• **Your task**: Repeat exactly, and only, the lines of the entries below from the one with "height:26px; margin:-13px; padding:0" through the one with "position:absolute; left:24px; top:367px;", both ends included.

--- Data to use Enclosed Below ---

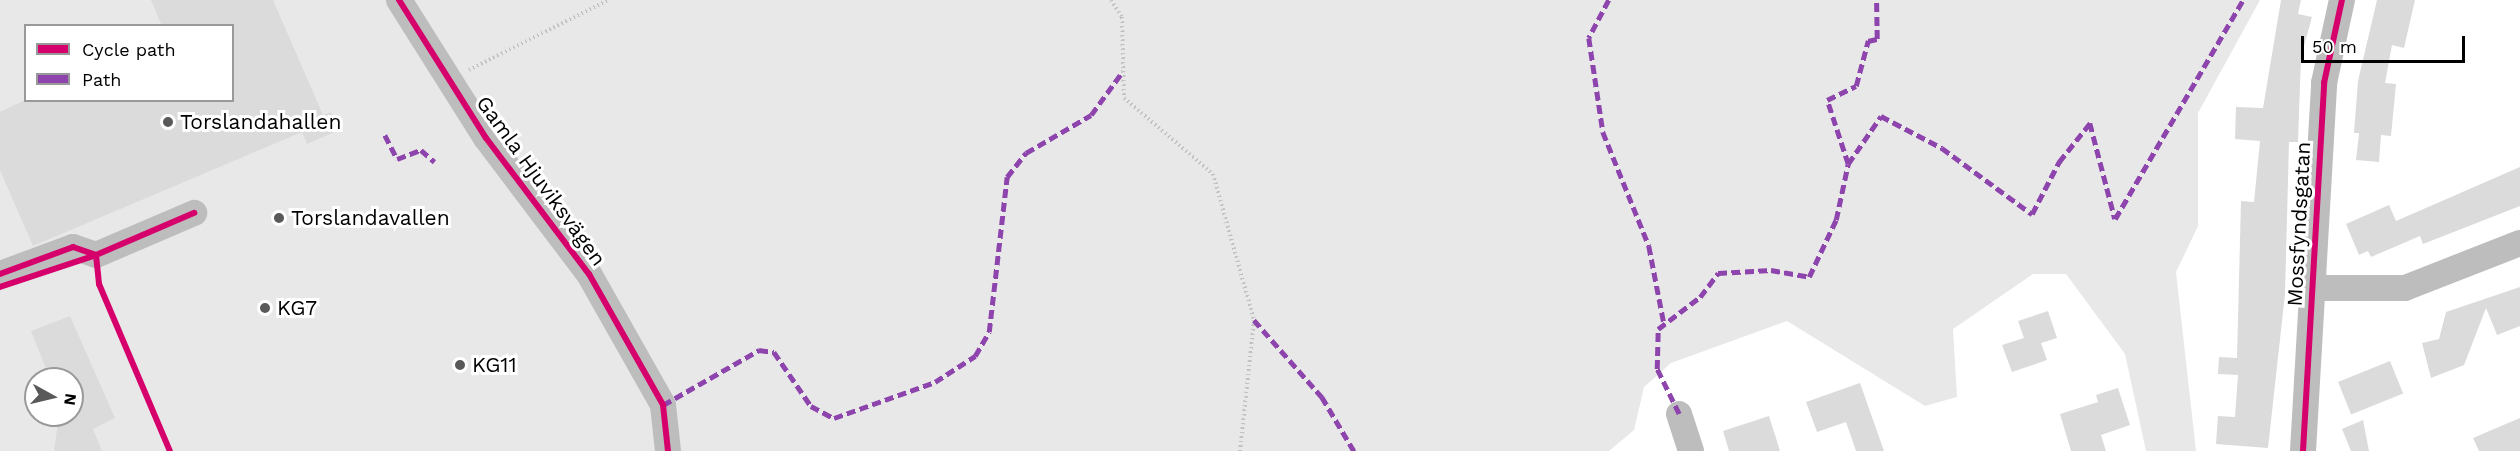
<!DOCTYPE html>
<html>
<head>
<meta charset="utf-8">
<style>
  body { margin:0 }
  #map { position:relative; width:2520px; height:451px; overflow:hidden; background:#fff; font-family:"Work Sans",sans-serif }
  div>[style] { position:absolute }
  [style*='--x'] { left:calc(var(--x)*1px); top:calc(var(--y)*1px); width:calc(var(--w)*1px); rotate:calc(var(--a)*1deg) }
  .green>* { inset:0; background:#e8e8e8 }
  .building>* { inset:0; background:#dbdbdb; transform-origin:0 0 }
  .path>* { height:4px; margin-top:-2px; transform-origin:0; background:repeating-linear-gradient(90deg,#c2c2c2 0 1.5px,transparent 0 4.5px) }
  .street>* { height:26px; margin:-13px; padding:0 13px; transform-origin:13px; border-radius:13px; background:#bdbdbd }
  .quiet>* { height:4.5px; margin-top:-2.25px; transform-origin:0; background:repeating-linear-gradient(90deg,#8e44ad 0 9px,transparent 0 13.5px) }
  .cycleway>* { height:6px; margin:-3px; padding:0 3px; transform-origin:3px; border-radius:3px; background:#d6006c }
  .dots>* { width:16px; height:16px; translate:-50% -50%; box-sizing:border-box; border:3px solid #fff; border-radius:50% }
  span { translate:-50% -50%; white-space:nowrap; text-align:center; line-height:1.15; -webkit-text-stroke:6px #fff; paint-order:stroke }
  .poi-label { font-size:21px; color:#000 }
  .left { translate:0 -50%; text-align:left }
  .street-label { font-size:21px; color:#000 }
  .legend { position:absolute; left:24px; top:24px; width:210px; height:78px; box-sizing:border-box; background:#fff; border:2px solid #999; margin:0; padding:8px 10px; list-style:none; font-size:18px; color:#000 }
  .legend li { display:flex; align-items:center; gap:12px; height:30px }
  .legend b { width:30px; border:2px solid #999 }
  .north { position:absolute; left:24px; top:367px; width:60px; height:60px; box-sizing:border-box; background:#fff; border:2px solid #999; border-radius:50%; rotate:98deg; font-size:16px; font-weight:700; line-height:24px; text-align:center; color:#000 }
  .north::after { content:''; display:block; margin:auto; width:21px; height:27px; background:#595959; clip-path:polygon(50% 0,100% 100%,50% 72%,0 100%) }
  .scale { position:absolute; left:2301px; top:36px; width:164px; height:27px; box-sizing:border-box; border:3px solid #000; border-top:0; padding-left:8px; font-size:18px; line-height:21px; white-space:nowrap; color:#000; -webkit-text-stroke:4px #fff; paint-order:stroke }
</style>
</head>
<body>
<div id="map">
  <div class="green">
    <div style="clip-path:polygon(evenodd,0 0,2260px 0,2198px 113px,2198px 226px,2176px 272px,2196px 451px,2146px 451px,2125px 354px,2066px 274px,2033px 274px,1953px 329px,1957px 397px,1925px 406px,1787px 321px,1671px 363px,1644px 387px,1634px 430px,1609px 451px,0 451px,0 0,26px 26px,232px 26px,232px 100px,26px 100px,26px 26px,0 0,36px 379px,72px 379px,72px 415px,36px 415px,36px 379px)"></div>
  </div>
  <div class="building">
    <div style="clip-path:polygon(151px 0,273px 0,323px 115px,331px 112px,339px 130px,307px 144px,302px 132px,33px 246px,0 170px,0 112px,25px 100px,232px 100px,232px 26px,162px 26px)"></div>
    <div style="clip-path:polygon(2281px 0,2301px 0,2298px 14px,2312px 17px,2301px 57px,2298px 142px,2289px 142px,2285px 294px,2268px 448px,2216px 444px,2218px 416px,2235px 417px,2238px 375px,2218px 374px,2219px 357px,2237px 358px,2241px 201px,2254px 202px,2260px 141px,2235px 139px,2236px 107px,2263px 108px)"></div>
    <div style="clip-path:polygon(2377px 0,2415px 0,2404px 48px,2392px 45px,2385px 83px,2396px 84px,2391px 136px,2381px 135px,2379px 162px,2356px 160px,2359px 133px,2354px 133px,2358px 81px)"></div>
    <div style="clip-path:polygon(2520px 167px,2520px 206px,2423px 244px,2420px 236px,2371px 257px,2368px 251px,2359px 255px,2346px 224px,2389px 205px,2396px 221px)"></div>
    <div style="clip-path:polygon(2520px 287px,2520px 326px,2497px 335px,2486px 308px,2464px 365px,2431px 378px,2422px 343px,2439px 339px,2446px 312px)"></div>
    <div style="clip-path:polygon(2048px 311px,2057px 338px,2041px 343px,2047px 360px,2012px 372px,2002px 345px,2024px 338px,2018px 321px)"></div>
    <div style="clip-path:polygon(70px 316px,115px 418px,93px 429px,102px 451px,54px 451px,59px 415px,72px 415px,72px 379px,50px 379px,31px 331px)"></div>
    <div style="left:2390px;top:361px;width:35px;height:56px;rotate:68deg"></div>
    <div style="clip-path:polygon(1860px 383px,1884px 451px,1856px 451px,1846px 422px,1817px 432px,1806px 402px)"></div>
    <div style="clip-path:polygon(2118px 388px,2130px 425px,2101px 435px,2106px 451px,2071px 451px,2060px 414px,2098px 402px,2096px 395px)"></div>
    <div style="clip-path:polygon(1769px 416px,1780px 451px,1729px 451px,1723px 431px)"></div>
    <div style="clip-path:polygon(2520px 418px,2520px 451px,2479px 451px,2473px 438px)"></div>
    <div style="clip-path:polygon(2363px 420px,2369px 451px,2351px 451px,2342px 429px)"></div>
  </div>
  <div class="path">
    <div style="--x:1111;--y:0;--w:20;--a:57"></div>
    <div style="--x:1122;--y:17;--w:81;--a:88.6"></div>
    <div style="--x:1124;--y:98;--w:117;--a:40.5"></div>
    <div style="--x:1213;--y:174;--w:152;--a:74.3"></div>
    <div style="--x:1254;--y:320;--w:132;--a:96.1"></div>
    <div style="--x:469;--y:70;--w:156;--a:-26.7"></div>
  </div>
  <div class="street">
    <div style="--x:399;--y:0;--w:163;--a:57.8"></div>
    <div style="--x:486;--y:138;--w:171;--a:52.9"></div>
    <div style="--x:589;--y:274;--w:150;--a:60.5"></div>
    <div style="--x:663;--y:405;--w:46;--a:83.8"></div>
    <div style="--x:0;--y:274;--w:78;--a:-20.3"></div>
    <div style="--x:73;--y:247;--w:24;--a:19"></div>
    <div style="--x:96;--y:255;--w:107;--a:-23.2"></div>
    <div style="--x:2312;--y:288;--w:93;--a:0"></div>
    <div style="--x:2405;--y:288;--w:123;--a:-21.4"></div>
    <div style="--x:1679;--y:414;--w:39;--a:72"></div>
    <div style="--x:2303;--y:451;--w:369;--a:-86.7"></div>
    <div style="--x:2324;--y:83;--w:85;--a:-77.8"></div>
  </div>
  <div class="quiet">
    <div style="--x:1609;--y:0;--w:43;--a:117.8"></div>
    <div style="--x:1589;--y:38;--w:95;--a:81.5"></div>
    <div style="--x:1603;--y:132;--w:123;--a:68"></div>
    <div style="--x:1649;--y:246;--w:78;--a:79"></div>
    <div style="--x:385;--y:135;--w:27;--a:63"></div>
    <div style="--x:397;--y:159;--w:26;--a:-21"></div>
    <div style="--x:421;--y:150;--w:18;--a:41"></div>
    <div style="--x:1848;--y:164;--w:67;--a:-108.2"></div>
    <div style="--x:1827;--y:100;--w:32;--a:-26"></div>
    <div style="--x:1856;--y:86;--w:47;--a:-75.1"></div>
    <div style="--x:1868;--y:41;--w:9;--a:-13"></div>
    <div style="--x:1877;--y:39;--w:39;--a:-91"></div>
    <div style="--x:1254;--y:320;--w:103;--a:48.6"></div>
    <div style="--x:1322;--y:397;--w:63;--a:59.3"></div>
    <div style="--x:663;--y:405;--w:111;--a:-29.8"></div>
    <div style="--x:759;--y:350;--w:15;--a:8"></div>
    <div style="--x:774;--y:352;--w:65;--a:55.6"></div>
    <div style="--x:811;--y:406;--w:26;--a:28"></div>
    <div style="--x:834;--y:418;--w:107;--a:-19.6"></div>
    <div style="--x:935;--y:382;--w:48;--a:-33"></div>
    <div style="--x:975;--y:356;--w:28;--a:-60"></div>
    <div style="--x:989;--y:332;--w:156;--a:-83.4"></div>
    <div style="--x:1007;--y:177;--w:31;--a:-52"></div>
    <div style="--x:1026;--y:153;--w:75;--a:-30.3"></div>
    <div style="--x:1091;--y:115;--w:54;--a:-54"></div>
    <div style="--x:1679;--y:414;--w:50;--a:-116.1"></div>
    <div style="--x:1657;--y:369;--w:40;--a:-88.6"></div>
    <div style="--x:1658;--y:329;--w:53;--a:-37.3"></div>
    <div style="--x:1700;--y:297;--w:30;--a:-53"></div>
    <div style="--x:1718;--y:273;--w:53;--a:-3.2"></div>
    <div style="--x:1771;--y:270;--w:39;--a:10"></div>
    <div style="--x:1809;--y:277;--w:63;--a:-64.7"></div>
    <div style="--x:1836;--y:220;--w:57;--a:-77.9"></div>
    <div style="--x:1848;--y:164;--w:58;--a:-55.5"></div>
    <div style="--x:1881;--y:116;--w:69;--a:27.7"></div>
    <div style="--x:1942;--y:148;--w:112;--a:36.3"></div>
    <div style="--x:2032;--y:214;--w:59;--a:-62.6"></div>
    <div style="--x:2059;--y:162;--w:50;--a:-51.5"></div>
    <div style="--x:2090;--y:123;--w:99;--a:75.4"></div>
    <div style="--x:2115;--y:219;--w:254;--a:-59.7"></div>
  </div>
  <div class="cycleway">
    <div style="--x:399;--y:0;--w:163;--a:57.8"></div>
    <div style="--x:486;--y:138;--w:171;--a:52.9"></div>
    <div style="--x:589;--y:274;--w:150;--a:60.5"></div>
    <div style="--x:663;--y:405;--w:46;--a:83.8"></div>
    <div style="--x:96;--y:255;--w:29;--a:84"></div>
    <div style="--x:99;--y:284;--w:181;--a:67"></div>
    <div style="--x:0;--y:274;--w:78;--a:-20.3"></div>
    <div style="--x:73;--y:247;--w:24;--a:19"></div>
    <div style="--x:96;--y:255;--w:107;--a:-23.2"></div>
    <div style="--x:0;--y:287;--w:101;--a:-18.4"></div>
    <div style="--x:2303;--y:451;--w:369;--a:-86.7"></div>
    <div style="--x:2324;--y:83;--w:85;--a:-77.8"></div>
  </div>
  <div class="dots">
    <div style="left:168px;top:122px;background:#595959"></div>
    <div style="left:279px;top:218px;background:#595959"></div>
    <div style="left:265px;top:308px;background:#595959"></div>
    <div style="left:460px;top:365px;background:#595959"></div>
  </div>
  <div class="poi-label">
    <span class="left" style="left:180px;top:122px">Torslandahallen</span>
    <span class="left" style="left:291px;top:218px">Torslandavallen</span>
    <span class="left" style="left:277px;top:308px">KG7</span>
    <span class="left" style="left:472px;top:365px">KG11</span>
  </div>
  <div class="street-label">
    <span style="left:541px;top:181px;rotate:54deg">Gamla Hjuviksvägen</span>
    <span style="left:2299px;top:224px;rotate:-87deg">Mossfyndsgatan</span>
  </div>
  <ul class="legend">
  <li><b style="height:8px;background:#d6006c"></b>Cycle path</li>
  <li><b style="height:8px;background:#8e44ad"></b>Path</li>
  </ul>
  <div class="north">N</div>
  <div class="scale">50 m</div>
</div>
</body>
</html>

--- End of Enclosed Data to use ---

• **Response to this task**:
  .street>* { height:26px; margin:-13px; padding:0 13px; transform-origin:13px; border-radius:13px; background:#bdbdbd }
  .quiet>* { height:4.5px; margin-top:-2.25px; transform-origin:0; background:repeating-linear-gradient(90deg,#8e44ad 0 9px,transparent 0 13.5px) }
  .cycleway>* { height:6px; margin:-3px; padding:0 3px; transform-origin:3px; border-radius:3px; background:#d6006c }
  .dots>* { width:16px; height:16px; translate:-50% -50%; box-sizing:border-box; border:3px solid #fff; border-radius:50% }
  span { translate:-50% -50%; white-space:nowrap; text-align:center; line-height:1.15; -webkit-text-stroke:6px #fff; paint-order:stroke }
  .poi-label { font-size:21px; color:#000 }
  .left { translate:0 -50%; text-align:left }
  .street-label { font-size:21px; color:#000 }
  .legend { position:absolute; left:24px; top:24px; width:210px; height:78px; box-sizing:border-box; background:#fff; border:2px solid #999; margin:0; padding:8px 10px; list-style:none; font-size:18px; color:#000 }
  .legend li { display:flex; align-items:center; gap:12px; height:30px }
  .legend b { width:30px; border:2px solid #999 }
  .north { position:absolute; left:24px; top:367px; width:60px; height:60px; box-sizing:border-box; background:#fff; border:2px solid #999; border-radius:50%; rotate:98deg; font-size:16px; font-weight:700; line-height:24px; text-align:center; color:#000 }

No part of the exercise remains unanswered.